§ **What is expected**: Using the records below, report how many lines include "Demmert", and give no more than the number.

§ **Records for the exercise**:
═══

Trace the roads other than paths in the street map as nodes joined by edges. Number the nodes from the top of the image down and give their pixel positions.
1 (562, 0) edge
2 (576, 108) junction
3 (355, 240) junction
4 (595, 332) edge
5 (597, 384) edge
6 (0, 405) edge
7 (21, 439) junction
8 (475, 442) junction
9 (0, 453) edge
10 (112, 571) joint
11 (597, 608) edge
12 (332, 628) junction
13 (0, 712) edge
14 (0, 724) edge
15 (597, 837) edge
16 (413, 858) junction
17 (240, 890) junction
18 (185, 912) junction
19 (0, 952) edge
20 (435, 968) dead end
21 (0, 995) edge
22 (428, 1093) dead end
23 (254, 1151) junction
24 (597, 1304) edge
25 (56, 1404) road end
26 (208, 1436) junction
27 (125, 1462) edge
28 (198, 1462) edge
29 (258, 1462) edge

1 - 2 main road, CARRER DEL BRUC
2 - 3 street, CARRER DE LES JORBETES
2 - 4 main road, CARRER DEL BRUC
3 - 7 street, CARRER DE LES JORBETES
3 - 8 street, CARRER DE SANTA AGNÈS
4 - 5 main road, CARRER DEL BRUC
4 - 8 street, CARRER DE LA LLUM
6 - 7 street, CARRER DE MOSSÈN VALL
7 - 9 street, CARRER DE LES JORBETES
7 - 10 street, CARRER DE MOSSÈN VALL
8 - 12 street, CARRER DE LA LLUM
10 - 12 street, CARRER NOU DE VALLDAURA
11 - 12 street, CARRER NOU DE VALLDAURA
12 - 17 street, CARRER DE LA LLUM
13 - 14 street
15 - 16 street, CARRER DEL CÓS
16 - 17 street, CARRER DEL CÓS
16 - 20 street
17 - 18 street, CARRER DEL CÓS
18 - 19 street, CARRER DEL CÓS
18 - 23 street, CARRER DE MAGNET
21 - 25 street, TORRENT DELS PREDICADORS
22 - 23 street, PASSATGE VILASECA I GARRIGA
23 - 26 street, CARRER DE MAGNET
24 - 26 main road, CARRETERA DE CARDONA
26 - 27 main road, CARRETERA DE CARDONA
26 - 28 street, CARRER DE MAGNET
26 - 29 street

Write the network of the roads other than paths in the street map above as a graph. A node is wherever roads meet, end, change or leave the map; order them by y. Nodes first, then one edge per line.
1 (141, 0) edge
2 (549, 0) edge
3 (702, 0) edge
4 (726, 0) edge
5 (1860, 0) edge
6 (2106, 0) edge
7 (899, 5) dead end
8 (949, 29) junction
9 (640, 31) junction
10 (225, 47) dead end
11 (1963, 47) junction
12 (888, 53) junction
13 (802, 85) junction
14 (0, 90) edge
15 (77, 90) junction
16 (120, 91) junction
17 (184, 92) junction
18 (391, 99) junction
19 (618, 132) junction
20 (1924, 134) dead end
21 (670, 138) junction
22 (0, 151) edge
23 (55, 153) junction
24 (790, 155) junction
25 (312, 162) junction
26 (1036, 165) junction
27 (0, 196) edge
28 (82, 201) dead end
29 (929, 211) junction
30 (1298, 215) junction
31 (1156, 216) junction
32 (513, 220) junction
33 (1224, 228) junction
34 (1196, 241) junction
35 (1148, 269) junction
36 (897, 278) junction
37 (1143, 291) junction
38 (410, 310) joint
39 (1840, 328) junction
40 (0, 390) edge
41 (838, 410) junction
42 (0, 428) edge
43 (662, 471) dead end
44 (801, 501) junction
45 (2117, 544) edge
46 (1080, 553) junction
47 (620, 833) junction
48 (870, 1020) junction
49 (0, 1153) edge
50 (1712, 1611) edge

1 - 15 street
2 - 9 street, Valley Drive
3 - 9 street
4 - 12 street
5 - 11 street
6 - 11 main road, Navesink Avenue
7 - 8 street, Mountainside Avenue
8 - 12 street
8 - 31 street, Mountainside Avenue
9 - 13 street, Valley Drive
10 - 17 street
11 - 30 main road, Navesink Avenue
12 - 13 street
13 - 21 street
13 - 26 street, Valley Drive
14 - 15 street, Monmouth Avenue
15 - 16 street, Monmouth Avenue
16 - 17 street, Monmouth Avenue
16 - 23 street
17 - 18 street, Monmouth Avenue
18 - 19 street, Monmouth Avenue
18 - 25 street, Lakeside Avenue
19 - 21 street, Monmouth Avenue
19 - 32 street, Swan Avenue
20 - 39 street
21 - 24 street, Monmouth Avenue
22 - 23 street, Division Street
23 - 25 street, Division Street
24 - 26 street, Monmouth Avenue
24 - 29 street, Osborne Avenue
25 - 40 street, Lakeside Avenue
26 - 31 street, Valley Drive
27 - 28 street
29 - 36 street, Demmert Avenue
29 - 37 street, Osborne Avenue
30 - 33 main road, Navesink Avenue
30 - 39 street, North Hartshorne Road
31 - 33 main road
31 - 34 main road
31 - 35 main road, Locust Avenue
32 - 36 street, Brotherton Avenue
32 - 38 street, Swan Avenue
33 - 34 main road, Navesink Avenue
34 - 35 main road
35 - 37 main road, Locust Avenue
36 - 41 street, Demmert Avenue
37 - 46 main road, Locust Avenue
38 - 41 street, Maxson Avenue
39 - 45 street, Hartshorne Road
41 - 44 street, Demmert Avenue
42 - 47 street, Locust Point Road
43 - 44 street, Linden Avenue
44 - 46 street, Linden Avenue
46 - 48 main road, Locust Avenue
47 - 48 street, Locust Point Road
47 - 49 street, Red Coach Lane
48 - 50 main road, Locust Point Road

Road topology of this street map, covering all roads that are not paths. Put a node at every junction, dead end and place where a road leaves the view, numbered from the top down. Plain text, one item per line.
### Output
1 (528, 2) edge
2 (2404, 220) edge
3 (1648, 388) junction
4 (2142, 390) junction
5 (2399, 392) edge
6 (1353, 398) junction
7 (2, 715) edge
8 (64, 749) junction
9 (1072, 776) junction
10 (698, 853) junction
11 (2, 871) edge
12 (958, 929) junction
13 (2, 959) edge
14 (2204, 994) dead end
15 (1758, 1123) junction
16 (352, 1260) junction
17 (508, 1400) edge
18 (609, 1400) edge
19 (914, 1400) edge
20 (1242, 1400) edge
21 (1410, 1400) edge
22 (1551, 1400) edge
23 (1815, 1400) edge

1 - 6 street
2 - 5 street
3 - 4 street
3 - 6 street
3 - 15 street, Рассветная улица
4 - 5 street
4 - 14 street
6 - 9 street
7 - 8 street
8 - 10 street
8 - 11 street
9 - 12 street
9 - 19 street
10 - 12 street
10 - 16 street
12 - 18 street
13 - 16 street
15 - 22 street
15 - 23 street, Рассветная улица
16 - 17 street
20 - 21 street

═══

§ **Answer below**: 3